Gearing the group? The stuff coming out of the boxes is only fit for deconing and it's only blue at that.
While this is a small thing, I can't help but think that the percent bars filling up that everyone is so frustrated about (and many, with good reason)- don't make sense at all anyways for this event. In the past, when we were, for example, killing dragons- the bar going up made sense because that's how many dragons we had killed. Kill a million dragons or whatever, BAM! Event done! We killed all the dragons guys! We took on the million dragon army! Like... the RP of a progress bar made sense.

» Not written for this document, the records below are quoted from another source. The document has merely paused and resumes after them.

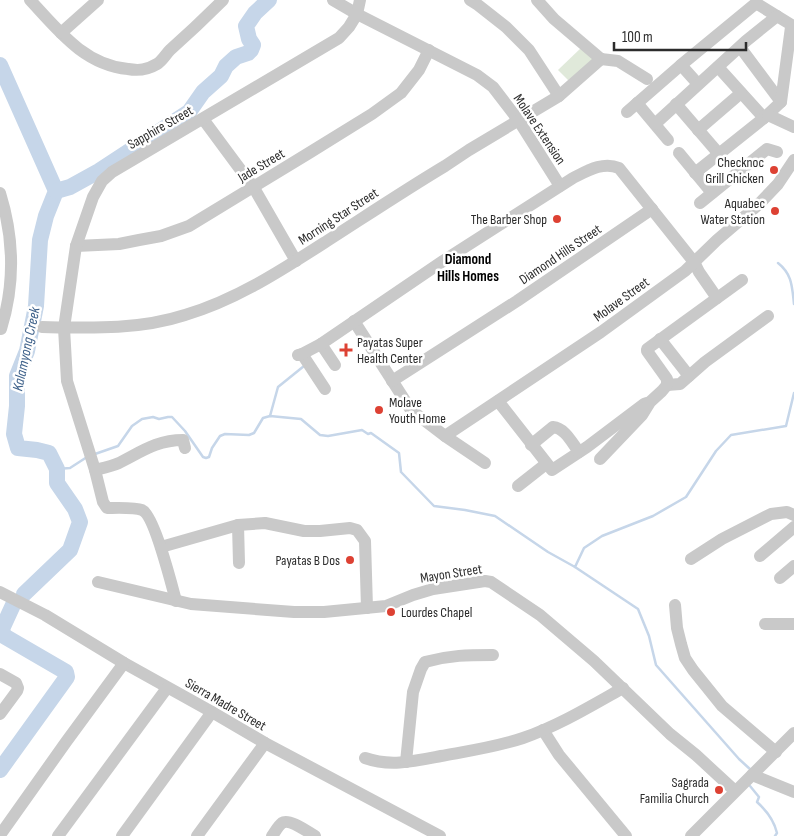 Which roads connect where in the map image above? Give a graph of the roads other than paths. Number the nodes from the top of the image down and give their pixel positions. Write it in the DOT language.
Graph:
graph roads {
  1 [pos="30,0"];
  2 [pos="98,0"];
  3 [pos="223,0"];
  4 [pos="333,0"];
  5 [pos="360,0"];
  6 [pos="470,0"];
  7 [pos="537,0"];
  8 [pos="357,14"];
  9 [pos="777,16"];
  10 [pos="731,24"];
  11 [pos="61,33"];
  12 [pos="743,44"];
  13 [pos="429,50"];
  14 [pos="601,59"];
  15 [pos="681,65"];
  16 [pos="718,67"];
  17 [pos="647,79"];
  18 [pos="698,84"];
  19 [pos="742,93"];
  20 [pos="559,96"];
  21 [pos="781,102"];
  22 [pos="637,103"];
  23 [pos="676,104"];
  24 [pos="627,112"];
  25 [pos="766,117"];
  26 [pos="204,118"];
  27 [pos="519,121"];
  28 [pos="655,124"];
  29 [pos="794,127"];
  30 [pos="698,130"];
  31 [pos="668,140"];
  32 [pos="777,152"];
  33 [pos="679,153"];
  34 [pos="719,154"];
  35 [pos="794,160"];
  36 [pos="695,173"];
  37 [pos="560,186"];
  38 [pos="254,188"];
  39 [pos="0,193"];
  40 [pos="712,193"];
  41 [pos="700,203"];
  42 [pos="652,209"];
  43 [pos="76,246"];
  44 [pos="296,261"];
  45 [pos="694,262"];
  46 [pos="742,280"];
  47 [pos="717,298"];
  48 [pos="768,316"];
  49 [pos="354,321"];
  50 [pos="42,327"];
  51 [pos="64,328"];
  52 [pos="4,329"];
  53 [pos="660,339"];
  54 [pos="321,344"];
  55 [pos="335,365"];
  56 [pos="689,376"];
  57 [pos="392,381"];
  58 [pos="667,382"];
  59 [pos="325,389"];
  60 [pos="498,401"];
  61 [pos="650,402"];
  62 [pos="445,436"];
  63 [pos="532,445"];
  64 [pos="186,448"];
  65 [pos="579,452"];
  66 [pos="600,458"];
  67 [pos="93,461"];
  68 [pos="485,463"];
  69 [pos="546,464"];
  70 [pos="518,486"];
  71 [pos="794,515"];
  72 [pos="238,525"];
  73 [pos="794,527"];
  74 [pos="162,547"];
  75 [pos="760,556"];
  76 [pos="691,558"];
  77 [pos="239,563"];
  78 [pos="794,566"];
  79 [pos="780,578"];
  80 [pos="98,582"];
  81 [pos="0,592"];
  82 [pos="176,601"];
  83 [pos="676,605"];
  84 [pos="367,608"];
  85 [pos="765,624"];
  86 [pos="794,624"];
  87 [pos="493,654"];
  88 [pos="124,663"];
  89 [pos="0,674"];
  90 [pos="167,688"];
  91 [pos="623,688"];
  92 [pos="212,712"];
  93 [pos="0,714"];
  94 [pos="543,730"];
  95 [pos="794,733"];
  96 [pos="265,743"];
  97 [pos="776,752"];
  98 [pos="365,758"];
  99 [pos="406,762"];
  100 [pos="752,775"];
  101 [pos="735,791"];
  102 [pos="794,792"];
  103 [pos="0,836"];
  104 [pos="58,836"];
  105 [pos="122,836"];
  106 [pos="197,836"];
  107 [pos="272,836"];
  108 [pos="315,836"];
  109 [pos="440,836"];
  110 [pos="626,836"];
  111 [pos="691,836"];
  1 -- 11 [label="street"];
  2 -- 11 [label="street"];
  3 -- 11 [label="street"];
  4 -- 8 [label="street, Molave Extension"];
  5 -- 8 [label="street"];
  6 -- 20 [label="street"];
  7 -- 14 [label="street"];
  8 -- 13 [label="street, Molave Extension"];
  8 -- 26 [label="street, Sapphire Street"];
  9 -- 10 [label="street"];
  9 -- 12 [label="street"];
  9 -- 21 [label="street"];
  10 -- 12 [label="street"];
  10 -- 15 [label="street"];
  12 -- 16 [label="street"];
  12 -- 21 [label="street"];
  13 -- 27 [label="street, Molave Extension"];
  13 -- 38 [label="street, Jade Street"];
  14 -- 17 [label="street"];
  14 -- 20 [label="street, Morning Star Street"];
  15 -- 18 [label="street"];
  15 -- 22 [label="street"];
  16 -- 18 [label="street"];
  16 -- 19 [label="street"];
  18 -- 23 [label="street"];
  19 -- 25 [label="street"];
  19 -- 30 [label="street"];
  20 -- 27 [label="street, Morning Star Street"];
  21 -- 25 [label="street"];
  22 -- 24 [label="street"];
  22 -- 28 [label="street"];
  23 -- 28 [label="street"];
  23 -- 30 [label="street"];
  25 -- 29 [label="street"];
  25 -- 34 [label="street"];
  26 -- 38 [label="street"];
  26 -- 43 [label="street, Sapphire Street"];
  27 -- 37 [label="street, Molave Extension"];
  27 -- 44 [label="street, Morning Star Street"];
  28 -- 31 [label="street"];
  30 -- 34 [label="street"];
  32 -- 40 [label="street"];
  33 -- 36 [label="street"];
  34 -- 36 [label="street"];
  35 -- 45 [label="street, Molave Street"];
  36 -- 40 [label="street"];
  37 -- 42 [label="street, Molave Extension"];
  37 -- 49 [label="street"];
  38 -- 43 [label="street, Jade Street"];
  38 -- 44 [label="street"];
  39 -- 52 [label="street"];
  40 -- 41 [label="street"];
  42 -- 45 [label="street, Molave Extension"];
  42 -- 57 [label="street, Diamond Hills Street"];
  43 -- 51 [label="street, Sapphire Street"];
  44 -- 51 [label="street, Morning Star Street"];
  45 -- 47 [label="street, Molave Extension"];
  45 -- 60 [label="street, Molave Street"];
  46 -- 47 [label="street"];
  47 -- 53 [label="street"];
  48 -- 56 [label="street"];
  49 -- 54 [label="street"];
  49 -- 57 [label="street"];
  50 -- 51 [label="street, Morning Star Street"];
  51 -- 67 [label="street, Sapphire Street"];
  53 -- 56 [label="street"];
  53 -- 58 [label="street"];
  54 -- 55 [label="street"];
  54 -- 59 [label="street"];
  56 -- 58 [label="street"];
  57 -- 62 [label="street"];
  58 -- 61 [label="street"];
  60 -- 62 [label="street, Molave Street"];
  60 -- 63 [label="street"];
  61 -- 65 [label="street"];
  61 -- 66 [label="street"];
  62 -- 68 [label="street"];
  63 -- 65 [label="street"];
  63 -- 69 [label="street"];
  64 -- 67 [label="street"];
  65 -- 69 [label="street"];
  67 -- 74 [label="street, Sapphire Street"];
  69 -- 70 [label="street"];
  71 -- 76 [label="street"];
  72 -- 74 [label="street"];
  72 -- 77 [label="street"];
  72 -- 84 [label="street"];
  73 -- 75 [label="street"];
  74 -- 82 [label="street"];
  78 -- 79 [label="street"];
  80 -- 82 [label="street, Mayon Street"];
  81 -- 88 [label="street, Sierra Madre Street"];
  82 -- 84 [label="street, Mayon Street"];
  83 -- 97 [label="street"];
  84 -- 91 [label="street, Mayon Street"];
  85 -- 86 [label="street"];
  87 -- 99 [label="street"];
  88 -- 90 [label="street, Sierra Madre Street"];
  88 -- 103 [label="street"];
  89 -- 93 [label="street"];
  90 -- 92 [label="street, Sierra Madre Street"];
  90 -- 104 [label="street"];
  91 -- 94 [label="street"];
  91 -- 101 [label="street, Mayon Street"];
  92 -- 96 [label="street, Sierra Madre Street"];
  92 -- 105 [label="street"];
  94 -- 99 [label="street"];
  94 -- 110 [label="street"];
  95 -- 97 [label="street"];
  96 -- 106 [label="street"];
  96 -- 109 [label="street, Sierra Madre Street"];
  97 -- 100 [label="street"];
  98 -- 99 [label="street"];
  100 -- 101 [label="street"];
  100 -- 102 [label="street"];
  101 -- 111 [label="street"];
  107 -- 108 [label="street"];
}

I'm struggling to understand how this progress bar makes sense. Is this dremora we've slain? The wall is that much % weaker? Is it getting lower? Is this the percent of the army I've now geared? The story is lost, the progress makes no sense.
I don't mind a repetitive event, most mmo events are monotonous. But this one is particularly so with very little ability to even TRY to RP it as a community. While I like the idea of taking down a wall to access more map together, this seems really not well-thought-out. I'm confused and so much is broken and poorly done.

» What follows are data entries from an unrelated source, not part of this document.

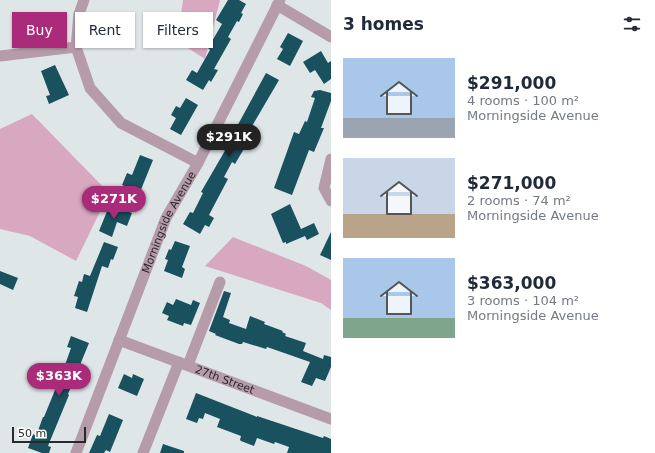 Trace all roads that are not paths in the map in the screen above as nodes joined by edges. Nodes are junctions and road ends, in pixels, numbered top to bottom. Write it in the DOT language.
graph roads {
  1 [pos="84,0"];
  2 [pos="279,2"];
  3 [pos="80,12"];
  4 [pos="331,37"];
  5 [pos="75,47"];
  6 [pos="76,48"];
  7 [pos="0,56"];
  8 [pos="331,159"];
  9 [pos="198,163"];
  10 [pos="331,201"];
  11 [pos="220,282"];
  12 [pos="119,340"];
  13 [pos="184,364"];
  14 [pos="331,419"];
  15 [pos="76,453"];
  16 [pos="143,453"];
  1 -- 3 [label="street"];
  2 -- 4 [label="street"];
  2 -- 9 [label="street, Morningside Avenue"];
  5 -- 7 [label="street"];
  6 -- 9 [label="street"];
  8 -- 10 [label="street"];
  9 -- 12 [label="street, Morningside Avenue"];
  11 -- 13 [label="street"];
  12 -- 13 [label="street, 27th Street"];
  12 -- 15 [label="street, Morningside Avenue"];
  13 -- 14 [label="street, 27th Street"];
  13 -- 16 [label="street"];
}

I sorta just want it to be over so I can get my giant bushes from the home goods vendor (though the patch notes to this point confuse me as the name mentioned is the skingrad vendor, but it says sunport.... par)
ESO_player123 wrote: »While this is a small thing, I can't help but think that the percent bars filling up that everyone is so frustrated about (and many, with good reason)- don't make sense at all anyways for this event. In the past, when we were, for example, killing dragons- the bar going up made sense because that's how many dragons we had killed. Kill a million dragons or whatever, BAM! Event done! We killed all the dragons guys! We took on the million dragon army! Like... the RP of a progress bar made sense.
I'm struggling to understand how this progress bar makes sense. Is this dremora we've slain? The wall is that much % weaker? Is it getting lower? Is this the percent of the army I've now geared? The story is lost, the progress makes no sense.
I don't mind a repetitive event, most mmo events are monotonous. But this one is particularly so with very little ability to even TRY to RP it as a community. While I like the idea of taking down a wall to access more map together, this seems really not well-thought-out. I'm confused and so much is broken and poorly done.
I sorta just want it to be over so I can get my giant bushes from the home goods vendor (though the patch notes to this point confuse me as the name mentioned is the skingrad vendor, but it says sunport.... par)
This bar represents the percentage of players contemplating completely abandoning the whole idea to bring the wall down and wanting to see what would happen if the wall stays put.
That is one of the ways to look at it ...
Writhing Wall – The Art of Doing Nothing and Calling It Progress
I’d really like to know what the point is of taking part in an event where you can’t measure, see, or even feel your contribution.
We run dailies, kill enemies, clear camps – and for what? The progress bar moves about as fast as a guar in quicksand, and nobody at ZOS seems willing to tell us how it actually works.
How much effort equals 0.1% progress?
A hundred quests? A thousand? Fifty thousand? Who knows – apparently, that’s top secret information.
So, we’re all grinding away blindly, hoping our actions might somehow matter, while the game gives us absolutely zero feedback.
It’s like shouting into a void and being told your echo is “community progress.”
If ZOS wants players to feel invested, they should at least respect us enough to show the numbers.
Right now, Writhing Wall feels less like an event and more like a placebo – something that looks active, but accomplishes nothing you can actually see.
When players can’t measure or understand their own impact, the event stops being motivating. It just becomes background noise disguised as “content.”